Work to complete -
The answer must be one number: how many lines in the records below contain the string "down".
=-=-=
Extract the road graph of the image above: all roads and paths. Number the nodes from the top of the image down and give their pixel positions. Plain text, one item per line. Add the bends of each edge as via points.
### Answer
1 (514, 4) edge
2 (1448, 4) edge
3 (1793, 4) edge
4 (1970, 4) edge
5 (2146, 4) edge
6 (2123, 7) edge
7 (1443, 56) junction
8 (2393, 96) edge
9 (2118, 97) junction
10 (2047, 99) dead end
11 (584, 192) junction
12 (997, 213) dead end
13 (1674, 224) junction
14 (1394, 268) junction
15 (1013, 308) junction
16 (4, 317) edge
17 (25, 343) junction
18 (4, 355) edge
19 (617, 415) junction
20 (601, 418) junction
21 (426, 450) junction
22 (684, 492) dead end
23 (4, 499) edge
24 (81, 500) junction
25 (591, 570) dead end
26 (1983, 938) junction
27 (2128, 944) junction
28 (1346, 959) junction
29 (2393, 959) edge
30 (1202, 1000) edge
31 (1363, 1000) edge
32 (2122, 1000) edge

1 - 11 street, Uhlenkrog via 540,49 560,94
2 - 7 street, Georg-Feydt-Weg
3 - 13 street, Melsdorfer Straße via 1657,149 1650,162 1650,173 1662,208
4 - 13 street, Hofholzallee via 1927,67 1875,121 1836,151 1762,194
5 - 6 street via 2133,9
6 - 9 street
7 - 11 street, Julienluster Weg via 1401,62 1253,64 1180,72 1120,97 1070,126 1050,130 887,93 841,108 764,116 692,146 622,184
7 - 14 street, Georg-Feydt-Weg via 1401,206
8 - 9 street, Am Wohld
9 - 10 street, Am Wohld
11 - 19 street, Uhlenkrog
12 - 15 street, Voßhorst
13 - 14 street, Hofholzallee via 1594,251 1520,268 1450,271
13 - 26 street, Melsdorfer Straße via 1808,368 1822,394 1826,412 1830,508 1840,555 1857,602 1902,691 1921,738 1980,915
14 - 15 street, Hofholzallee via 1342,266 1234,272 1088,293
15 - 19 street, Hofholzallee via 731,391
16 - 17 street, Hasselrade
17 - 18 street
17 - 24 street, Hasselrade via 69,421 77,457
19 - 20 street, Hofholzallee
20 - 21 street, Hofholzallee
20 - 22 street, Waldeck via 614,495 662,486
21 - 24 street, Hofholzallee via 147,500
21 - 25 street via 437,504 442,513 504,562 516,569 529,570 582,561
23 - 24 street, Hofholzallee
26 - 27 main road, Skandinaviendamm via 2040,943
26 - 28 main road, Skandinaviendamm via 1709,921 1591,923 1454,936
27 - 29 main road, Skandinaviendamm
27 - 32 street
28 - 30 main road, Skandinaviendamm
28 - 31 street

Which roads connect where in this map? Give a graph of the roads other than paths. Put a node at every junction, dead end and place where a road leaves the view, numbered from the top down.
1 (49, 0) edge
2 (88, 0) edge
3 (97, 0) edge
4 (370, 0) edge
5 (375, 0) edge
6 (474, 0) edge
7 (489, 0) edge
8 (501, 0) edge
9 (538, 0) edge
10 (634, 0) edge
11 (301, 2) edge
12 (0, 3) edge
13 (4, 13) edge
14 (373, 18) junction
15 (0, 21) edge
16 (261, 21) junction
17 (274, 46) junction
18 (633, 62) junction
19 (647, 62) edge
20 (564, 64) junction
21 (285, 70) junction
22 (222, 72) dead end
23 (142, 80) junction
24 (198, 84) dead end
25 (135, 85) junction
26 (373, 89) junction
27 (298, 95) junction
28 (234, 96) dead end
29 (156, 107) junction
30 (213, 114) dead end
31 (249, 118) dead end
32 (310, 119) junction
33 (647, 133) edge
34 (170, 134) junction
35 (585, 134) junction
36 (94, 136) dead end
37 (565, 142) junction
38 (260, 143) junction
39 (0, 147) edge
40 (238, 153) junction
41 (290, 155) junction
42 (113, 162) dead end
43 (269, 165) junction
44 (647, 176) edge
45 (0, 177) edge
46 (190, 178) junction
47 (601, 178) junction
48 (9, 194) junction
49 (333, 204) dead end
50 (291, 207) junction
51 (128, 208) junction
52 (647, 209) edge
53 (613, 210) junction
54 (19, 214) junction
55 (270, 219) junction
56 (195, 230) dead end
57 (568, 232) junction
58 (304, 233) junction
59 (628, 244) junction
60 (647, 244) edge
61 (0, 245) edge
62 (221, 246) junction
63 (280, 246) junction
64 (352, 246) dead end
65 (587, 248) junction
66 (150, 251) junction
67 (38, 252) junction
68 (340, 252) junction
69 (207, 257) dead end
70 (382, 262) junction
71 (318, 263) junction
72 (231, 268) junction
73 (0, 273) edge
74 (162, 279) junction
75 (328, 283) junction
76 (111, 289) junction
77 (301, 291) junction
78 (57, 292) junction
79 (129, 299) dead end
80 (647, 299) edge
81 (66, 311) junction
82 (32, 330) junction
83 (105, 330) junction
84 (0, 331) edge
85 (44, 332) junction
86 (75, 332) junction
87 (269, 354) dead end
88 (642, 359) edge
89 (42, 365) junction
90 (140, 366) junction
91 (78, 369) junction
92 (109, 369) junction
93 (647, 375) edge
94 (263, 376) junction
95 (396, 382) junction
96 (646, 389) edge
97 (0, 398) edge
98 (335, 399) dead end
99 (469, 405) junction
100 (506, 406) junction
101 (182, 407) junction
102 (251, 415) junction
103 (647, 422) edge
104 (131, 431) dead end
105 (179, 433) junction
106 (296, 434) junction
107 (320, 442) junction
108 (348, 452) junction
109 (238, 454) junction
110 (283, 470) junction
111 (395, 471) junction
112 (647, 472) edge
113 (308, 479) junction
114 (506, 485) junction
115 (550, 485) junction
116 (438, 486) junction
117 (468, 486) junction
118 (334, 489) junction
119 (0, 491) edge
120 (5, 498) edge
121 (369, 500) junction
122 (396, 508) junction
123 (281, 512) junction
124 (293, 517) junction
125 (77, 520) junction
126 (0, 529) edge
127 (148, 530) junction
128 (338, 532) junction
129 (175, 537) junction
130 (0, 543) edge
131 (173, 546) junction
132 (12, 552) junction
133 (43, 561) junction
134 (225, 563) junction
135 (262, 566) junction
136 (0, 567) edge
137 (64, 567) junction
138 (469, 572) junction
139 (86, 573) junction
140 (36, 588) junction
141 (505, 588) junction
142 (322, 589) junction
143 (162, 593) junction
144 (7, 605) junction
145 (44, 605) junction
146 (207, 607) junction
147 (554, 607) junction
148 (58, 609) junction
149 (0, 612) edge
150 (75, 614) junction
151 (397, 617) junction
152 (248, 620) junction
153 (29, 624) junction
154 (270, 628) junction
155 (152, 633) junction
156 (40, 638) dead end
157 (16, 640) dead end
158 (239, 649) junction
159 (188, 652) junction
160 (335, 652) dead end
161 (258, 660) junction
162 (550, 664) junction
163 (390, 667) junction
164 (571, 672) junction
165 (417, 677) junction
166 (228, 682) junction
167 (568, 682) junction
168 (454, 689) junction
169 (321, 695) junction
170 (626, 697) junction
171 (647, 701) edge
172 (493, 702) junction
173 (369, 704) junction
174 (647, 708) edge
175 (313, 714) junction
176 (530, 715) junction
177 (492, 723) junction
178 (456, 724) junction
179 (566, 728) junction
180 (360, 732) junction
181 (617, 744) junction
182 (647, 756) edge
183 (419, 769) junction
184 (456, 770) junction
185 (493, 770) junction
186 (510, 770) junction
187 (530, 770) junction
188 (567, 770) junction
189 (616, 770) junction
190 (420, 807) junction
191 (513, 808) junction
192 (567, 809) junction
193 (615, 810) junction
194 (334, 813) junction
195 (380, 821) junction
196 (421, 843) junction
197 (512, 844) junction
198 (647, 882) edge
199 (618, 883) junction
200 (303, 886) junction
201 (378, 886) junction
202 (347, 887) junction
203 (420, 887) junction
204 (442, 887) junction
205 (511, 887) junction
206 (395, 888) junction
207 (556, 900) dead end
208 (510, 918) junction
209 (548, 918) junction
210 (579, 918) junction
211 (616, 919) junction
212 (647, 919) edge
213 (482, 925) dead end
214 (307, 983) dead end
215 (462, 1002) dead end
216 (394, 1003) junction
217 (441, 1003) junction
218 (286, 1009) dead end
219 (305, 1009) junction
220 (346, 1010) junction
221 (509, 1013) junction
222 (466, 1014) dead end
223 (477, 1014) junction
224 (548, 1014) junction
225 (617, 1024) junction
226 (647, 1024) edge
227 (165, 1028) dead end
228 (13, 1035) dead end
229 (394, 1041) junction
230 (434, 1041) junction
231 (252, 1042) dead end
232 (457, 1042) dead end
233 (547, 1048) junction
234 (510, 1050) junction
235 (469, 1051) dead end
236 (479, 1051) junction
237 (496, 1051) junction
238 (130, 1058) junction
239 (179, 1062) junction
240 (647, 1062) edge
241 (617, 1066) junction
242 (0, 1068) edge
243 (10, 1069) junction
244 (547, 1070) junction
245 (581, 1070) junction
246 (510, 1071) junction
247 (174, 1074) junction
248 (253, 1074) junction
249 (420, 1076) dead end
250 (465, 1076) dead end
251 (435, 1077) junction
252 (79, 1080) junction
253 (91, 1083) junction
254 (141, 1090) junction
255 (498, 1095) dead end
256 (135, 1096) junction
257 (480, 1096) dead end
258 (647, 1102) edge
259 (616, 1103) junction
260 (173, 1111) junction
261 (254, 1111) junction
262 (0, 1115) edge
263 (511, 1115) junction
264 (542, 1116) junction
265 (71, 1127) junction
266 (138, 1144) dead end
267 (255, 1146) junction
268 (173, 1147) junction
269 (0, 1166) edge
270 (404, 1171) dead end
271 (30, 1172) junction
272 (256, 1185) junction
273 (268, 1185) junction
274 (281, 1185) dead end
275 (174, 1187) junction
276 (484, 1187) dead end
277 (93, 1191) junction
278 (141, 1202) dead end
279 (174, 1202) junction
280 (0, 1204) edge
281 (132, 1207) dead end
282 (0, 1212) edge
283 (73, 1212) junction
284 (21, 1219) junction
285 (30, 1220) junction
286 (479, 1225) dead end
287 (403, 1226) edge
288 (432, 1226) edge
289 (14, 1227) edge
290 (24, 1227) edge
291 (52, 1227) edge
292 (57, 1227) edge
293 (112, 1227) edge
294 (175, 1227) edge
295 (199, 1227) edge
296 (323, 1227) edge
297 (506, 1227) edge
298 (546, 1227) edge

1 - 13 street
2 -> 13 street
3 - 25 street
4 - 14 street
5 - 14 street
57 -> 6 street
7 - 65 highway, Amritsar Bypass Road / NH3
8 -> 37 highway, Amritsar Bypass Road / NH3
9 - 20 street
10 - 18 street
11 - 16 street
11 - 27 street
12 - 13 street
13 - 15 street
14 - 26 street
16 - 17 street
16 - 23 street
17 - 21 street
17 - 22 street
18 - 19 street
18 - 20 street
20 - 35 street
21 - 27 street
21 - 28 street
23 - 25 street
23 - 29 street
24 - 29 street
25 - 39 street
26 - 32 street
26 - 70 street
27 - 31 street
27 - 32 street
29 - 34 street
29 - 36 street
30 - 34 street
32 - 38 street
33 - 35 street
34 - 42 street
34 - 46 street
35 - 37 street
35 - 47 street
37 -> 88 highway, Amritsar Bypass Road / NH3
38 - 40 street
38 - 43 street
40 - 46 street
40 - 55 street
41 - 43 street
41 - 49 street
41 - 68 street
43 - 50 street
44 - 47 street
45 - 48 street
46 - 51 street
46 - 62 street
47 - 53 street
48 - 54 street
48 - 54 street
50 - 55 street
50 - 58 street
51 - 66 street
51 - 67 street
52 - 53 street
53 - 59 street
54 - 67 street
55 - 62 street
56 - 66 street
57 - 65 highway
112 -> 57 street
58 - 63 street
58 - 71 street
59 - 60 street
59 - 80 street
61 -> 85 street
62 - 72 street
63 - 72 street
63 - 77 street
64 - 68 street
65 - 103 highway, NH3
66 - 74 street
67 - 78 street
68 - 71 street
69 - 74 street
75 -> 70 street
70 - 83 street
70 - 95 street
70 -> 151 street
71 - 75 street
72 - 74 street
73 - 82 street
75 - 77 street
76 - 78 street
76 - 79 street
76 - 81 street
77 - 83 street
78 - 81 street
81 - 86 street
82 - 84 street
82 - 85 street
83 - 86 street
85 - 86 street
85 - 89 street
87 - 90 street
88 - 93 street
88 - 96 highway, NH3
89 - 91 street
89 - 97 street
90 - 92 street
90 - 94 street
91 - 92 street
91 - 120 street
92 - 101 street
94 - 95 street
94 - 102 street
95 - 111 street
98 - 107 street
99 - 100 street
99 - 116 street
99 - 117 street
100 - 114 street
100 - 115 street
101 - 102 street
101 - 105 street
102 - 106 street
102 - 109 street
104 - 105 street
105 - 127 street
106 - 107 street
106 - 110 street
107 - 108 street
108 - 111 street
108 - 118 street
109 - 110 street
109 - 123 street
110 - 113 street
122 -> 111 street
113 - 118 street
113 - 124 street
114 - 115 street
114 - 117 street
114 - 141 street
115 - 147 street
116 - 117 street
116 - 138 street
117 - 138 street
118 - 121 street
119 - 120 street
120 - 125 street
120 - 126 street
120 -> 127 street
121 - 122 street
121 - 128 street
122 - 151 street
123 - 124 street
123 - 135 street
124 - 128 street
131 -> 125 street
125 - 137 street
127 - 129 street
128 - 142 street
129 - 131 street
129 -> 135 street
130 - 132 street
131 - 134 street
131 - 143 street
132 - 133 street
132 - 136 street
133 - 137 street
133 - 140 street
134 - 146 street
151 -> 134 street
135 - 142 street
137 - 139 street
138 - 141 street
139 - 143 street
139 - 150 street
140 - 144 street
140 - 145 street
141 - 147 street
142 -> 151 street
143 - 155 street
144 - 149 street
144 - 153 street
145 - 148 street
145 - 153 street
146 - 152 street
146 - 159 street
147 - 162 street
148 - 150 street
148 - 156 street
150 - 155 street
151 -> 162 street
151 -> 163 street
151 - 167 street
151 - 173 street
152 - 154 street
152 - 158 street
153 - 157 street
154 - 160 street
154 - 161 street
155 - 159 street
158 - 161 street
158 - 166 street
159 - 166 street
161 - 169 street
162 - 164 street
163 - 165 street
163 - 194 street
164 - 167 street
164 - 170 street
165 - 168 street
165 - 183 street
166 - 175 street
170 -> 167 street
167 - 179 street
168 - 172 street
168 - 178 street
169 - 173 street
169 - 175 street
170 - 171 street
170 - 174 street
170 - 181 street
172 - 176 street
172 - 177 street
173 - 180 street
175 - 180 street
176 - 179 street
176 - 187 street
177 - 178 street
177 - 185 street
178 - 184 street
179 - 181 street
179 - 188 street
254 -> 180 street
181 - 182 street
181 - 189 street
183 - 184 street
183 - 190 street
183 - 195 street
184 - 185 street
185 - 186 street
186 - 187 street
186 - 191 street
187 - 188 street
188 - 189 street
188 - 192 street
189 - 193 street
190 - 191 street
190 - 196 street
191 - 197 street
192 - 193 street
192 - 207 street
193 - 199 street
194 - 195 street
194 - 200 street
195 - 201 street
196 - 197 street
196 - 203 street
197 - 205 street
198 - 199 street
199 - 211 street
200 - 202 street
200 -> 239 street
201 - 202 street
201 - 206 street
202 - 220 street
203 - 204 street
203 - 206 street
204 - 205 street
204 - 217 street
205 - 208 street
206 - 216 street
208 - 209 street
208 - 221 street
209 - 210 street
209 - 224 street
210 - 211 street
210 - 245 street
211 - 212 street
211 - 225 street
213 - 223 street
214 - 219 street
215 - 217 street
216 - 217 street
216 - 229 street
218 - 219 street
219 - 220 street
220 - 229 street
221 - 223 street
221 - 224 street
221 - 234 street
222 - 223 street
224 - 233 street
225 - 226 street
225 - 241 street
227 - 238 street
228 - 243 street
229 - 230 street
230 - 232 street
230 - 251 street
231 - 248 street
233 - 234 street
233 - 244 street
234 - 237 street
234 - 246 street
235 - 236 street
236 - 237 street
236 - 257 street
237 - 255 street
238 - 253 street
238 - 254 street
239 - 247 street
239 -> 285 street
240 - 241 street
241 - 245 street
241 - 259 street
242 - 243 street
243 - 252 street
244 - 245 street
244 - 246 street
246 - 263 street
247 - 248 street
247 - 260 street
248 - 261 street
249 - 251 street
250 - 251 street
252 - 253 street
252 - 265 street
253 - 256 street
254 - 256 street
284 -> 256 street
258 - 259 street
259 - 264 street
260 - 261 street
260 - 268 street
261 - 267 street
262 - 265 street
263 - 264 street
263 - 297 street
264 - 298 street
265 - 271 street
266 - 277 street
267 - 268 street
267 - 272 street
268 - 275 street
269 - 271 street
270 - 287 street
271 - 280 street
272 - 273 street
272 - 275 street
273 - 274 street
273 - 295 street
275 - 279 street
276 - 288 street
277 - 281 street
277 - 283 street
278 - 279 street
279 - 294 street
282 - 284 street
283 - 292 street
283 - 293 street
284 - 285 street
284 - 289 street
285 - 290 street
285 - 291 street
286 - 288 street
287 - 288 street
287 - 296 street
=-=-=
The completed task -
2